[maker-devel] MAKER/repeatmasker/TRF parsing of long file names
Carson Holt
carsonhh at gmail.com
Mon Jan 9 09:30:09 MST 2017
The name used by maker is based off of the input file name, so quick fix would just be to rename your input file to have a shorter name.
—Carson
> On Jan 9, 2017, at 12:02 AM, Liudmila Sergeevna Mainzer <lmainzer at life.illinois.edu> wrote:
>
> Hello, MAKER developers!
>
> I tried submitting this bug report through the web form on the RepeatMasker web page, but I am getting an "invalid submission" message, so I decided to post here.
>
> I found a weird bug that results in the notorious "index out of bounds" error reported by RepeatMasker. Significantly, this error only arises on very long file names generated by MAKER.
>
> I traced this through the code, and identified the error to originate in Tandem Repeat finder. TRF sometimes splits up its output into separate files. When that happens, the pieces with index >1 do not contain the sequence name. Compare the first few lines between these two files:
>
> head -n 20 output_folder/InputFileName_batch-1.masked.2.3.5.75.20.33.7.1.txt.html
> <HTML><HEAD><TITLE>InputFileName_batch-1.masked.2.3.5.75.20.33.7.txt.html</TITLE></HEAD><BODY
>
> bgcolor="#File 1 of 2 FBF8BC"><PRE>
> Tandem Repeats Finder Program written by:
> Gary Benson
> Program in Bioinformatics
> Boston University
> Version 4.09
> Sequence: InputSequencefrag-1 CHUNK number:191 <http://number:191>
> size:455659 <http://size:455659> offset:57300000
> <http://offset:57300000>
> Parameters: 2 3 5 75 20 33 7
>
> etcetera
> But also the second chunk:
>
> head -n 20 output_folder/InputFileName_batch-1.masked.2.3.5.75.20.33.7.2.txt.html
> <HTML><HEAD><TITLE>InputFileName_batch-1.masked.2.3.5.75.20.33.7.txt.html</TITLE></HEAD><BODY
>
> bgcolor="#File 2 of 2 Found at i:56286 original size:1 final size:1
> <A NAME="56278--56322,1,45.0,1,1136"></A><A
> HREF="http://tandem.bu.edu/trf/trf.definitions.html#alignment"

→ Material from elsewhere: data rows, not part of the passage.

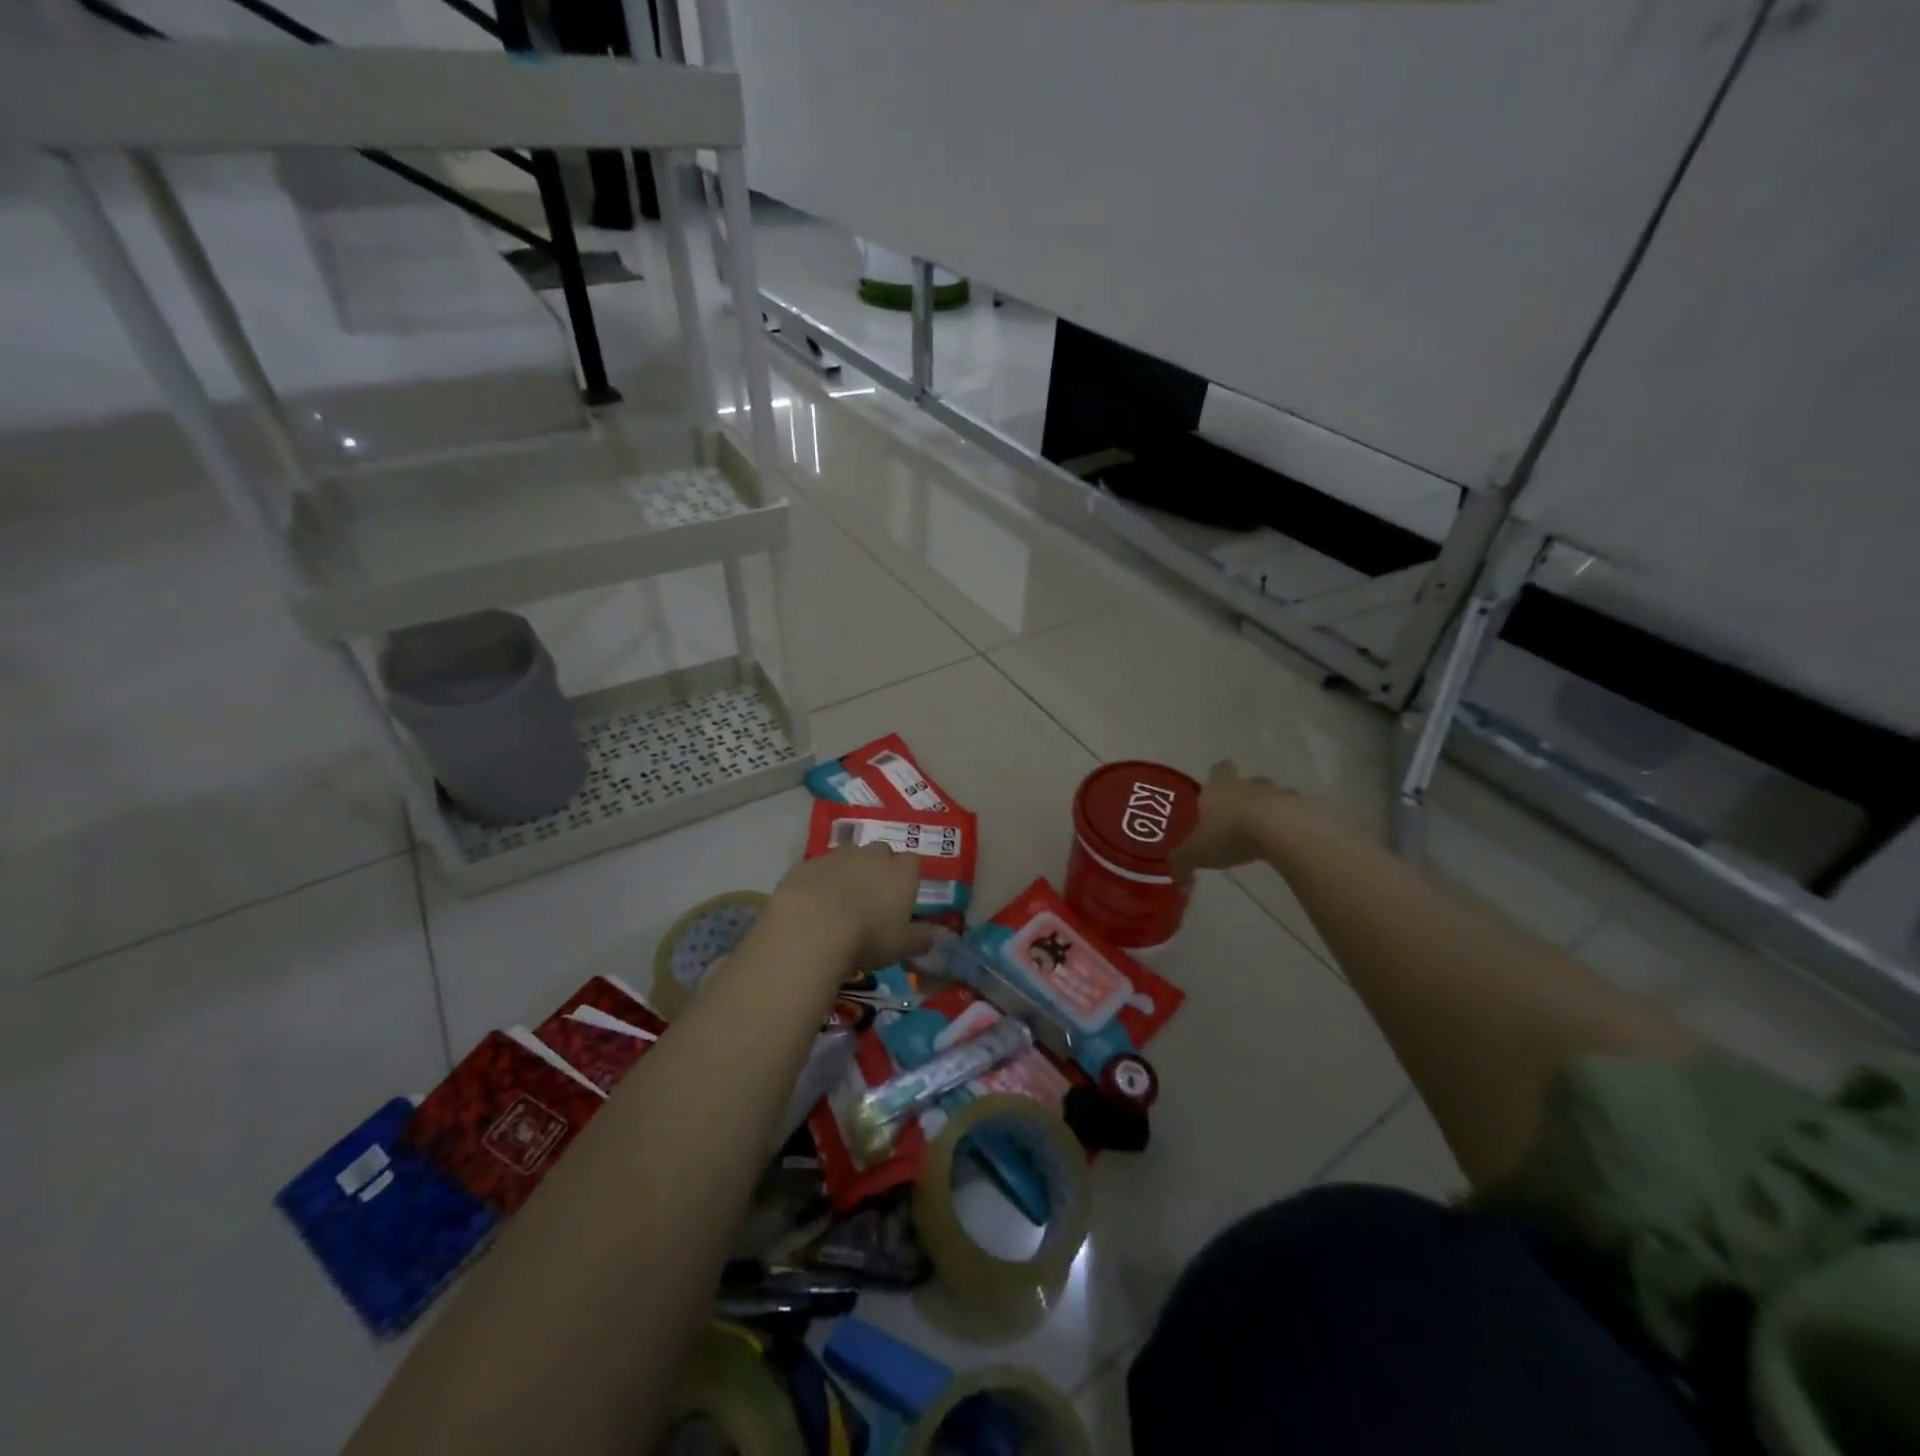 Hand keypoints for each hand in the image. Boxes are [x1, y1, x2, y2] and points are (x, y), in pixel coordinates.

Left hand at [766, 843, 936, 972]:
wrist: (812, 925)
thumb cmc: (869, 936)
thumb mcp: (903, 946)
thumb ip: (922, 939)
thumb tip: (937, 936)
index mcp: (901, 872)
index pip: (913, 862)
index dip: (908, 876)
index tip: (902, 895)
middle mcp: (872, 855)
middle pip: (881, 852)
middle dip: (878, 868)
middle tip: (872, 897)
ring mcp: (838, 856)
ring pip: (848, 857)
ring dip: (848, 872)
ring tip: (840, 901)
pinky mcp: (808, 863)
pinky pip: (819, 868)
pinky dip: (820, 881)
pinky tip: (813, 904)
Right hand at [1169, 760, 1296, 876]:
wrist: (1280, 831)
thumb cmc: (1230, 834)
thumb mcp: (1197, 852)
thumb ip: (1182, 861)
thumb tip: (1174, 874)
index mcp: (1218, 788)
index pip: (1218, 769)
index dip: (1217, 776)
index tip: (1216, 786)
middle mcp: (1247, 785)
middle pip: (1247, 781)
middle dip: (1244, 793)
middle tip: (1238, 813)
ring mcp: (1277, 794)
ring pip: (1272, 795)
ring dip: (1268, 808)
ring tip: (1264, 830)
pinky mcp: (1302, 809)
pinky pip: (1294, 812)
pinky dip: (1290, 823)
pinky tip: (1286, 840)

> <http://tandem.bu.edu/trf/trf.definitions.html#alignment> target
> ="explanation">Alignment explanation</A><BR><BR>
> Indices: 56278--56322 Score: 55
> Period size: 1 Copynumber: 45.0 Consensus size: 1
>
> etcetera
>
>
> See how one file has the full header with the "Sequence:" statement and the other one does not? This "Sequence:" statement is used in the RepeatMasker code to name each piece of sequence that ends up being masked later. When this variable if empty (the name string is not defined), the setSubstr subroutine in the main RepeatMasker code breaks: length of an undefined string is of course zero, and that subroutine has a check for sequences whose length is shorter than the region that needs to be masked.
>
> So it quits with the statement "Error index out of bounds!", even though the sequence is finite length, does not have any weird characters, and is maskable.
>
> Once again, this only arises on very long file names, and those seem to be created by MAKER. Example:
> LocalTmp/JobName.maker.output/JobName_datastore/53/6E/10000001/theVoid.chr_number/57/chr_number.191.My_Species_Name_%2Erepeats%2Econsensi%2Efa%2Eclassified%2Ecleaned%2Empi%2E10%2E0.specific
>
> Notice how the last part of the file name has a bunch of identifiers separated by the %2E (generic URI-encoding)? I experimented with that file name. The path does not matter. The % signs do not matter. It is the length of the filename itself: if it is <108 characters, then RepeatMasker/TRF runs fine. If it is 108 or more, it breaks. Seems like maybe Perl is not handling that long a name very well...
>
> So the problem is three-fold: MAKER creates file names that are very-very long, while RepeatMasker breaks due to TRF failing to write the file headers properly for those very long file names.
>
> Would you provide any suggestions or patches for this problem? It is forcing us to run RepeatMasker separately, outside the main MAKER worlflow, which really complicates the data management and analysis as a whole.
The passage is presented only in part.